The meeting of these top officials took place in the South Sudanese capital, Juba.

Discussions, officials said, focused on new agreements that will focus on the right of the two countries’ sovereignty over their natural resources and that no country should take unilateral measures that affect the oil industry in the two countries.

South Sudan’s Presidential Affairs minister, Barnaba Marial Benjamin said the meeting focused on bilateral relations and Transitional Financial Arrangement (TFA) Sudan has been receiving from Juba as part of the 2012 cooperation deal.

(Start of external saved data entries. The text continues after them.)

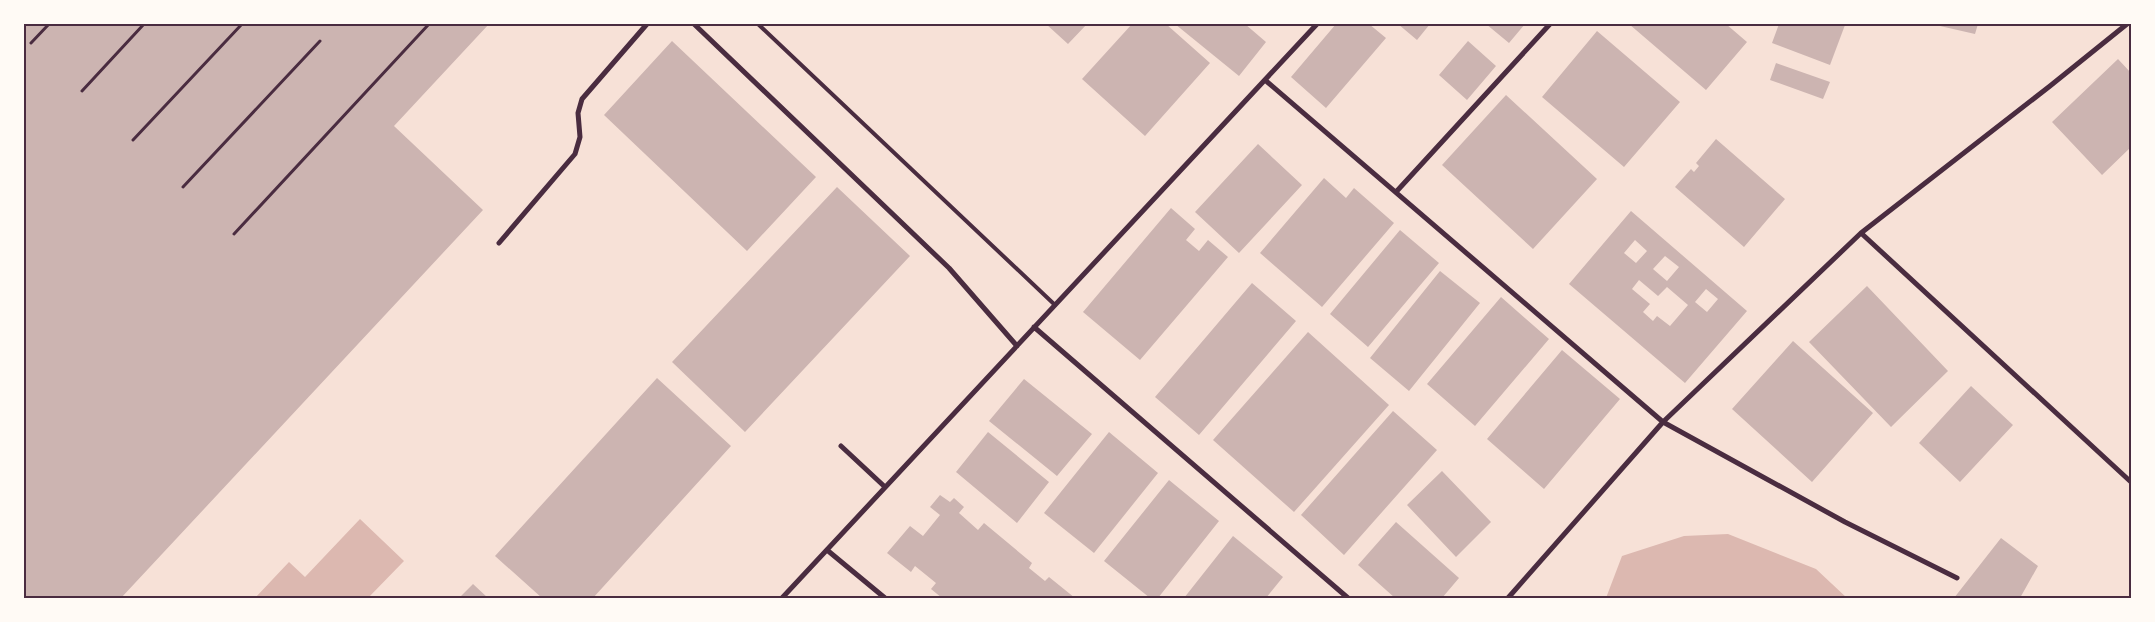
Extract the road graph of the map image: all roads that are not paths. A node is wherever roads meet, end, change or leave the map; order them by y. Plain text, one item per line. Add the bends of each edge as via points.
1 (647, 24) edge
2 (694, 24) edge
3 (758, 24) edge
4 (1317, 24) edge
5 (1550, 24) edge
6 (2127, 24) edge
7 (1265, 80) junction
8 (1396, 192) junction
9 (1861, 234) junction
10 (498, 243) dead end
11 (1055, 305) junction
12 (1034, 327) junction
13 (1017, 346) junction
14 (1663, 422) junction
15 (841, 446) dead end
16 (2131, 482) edge
17 (885, 487) junction
18 (827, 550) junction
19 (1957, 578) dead end
20 (782, 598) edge
21 (885, 598) edge
22 (1348, 598) edge
23 (1508, 598) edge

1 - 10 street via 582,99 578,113 580,136 574,154
2 - 13 street via 949,268
3 - 11 lane
4 - 7 street
5 - 8 street
6 - 9 street
7 - 8 street
7 - 11 street
8 - 14 street
9 - 14 street
9 - 16 street
11 - 12 street
12 - 13 street
12 - 22 street
13 - 17 street
14 - 19 street via 1845,522
14 - 23 street
15 - 17 street
17 - 18 street
18 - 20 street
18 - 21 street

“The message was delivered to President Salva Kiir Mayardit by a high-level delegation from Sudan led by the Secretary General of the Sudanese Transitional Sovereign Council, Mohammed Al-Ghali Ali, and the Minister of Energy and Petroleum Engineer Mohamed Abdalla”, he told the state-owned SSBC.

The meeting, Marial said, the meeting was important because South Sudan completed the payment of $3.08 billion to Sudan under the Transitional Financial Arrangement in March and it is now 4 months since the payment was completed.

He revealed that Sudan was owing South Sudan money for the oil proceeds from the last 4 months since the completion of the Transitional financial arrangement.

This money, according to the South Sudanese Presidential Affairs minister, will be paid to South Sudan by Sudan to address South Sudan’s economic situation.

Marial did not, however, specify how Sudan would pay its southern neighbour.

According to the minister, two countries would establish technical teams from the Ministries of Petroleum of South Sudan and the ministry of energy in Sudan sit to agree upon the new terms and strategies since the Government of South Sudan completed the payment of 3.08 billion dollars to Sudan which was an agreement of the peace process of the comprehensive peace agreement.

The Transitional Financial Arrangement was part of the Agreement on Oil and Related Economic Matters (AOREM) signed in 2012  between South Sudan and Sudan. It was meant to help Sudan with the economic shock caused by the secession of South Sudan from Sudan in 2011 following the conduct of the referendum on self-determination fulfilling the 2005 comprehensive Peace agreement which terminated the decades of the north-south war.

South Sudan has been selected to host this year’s Oil and Power Conference. The event, from September 13-14, is expected to position the young nation as African’s brightest prospect for growth and development.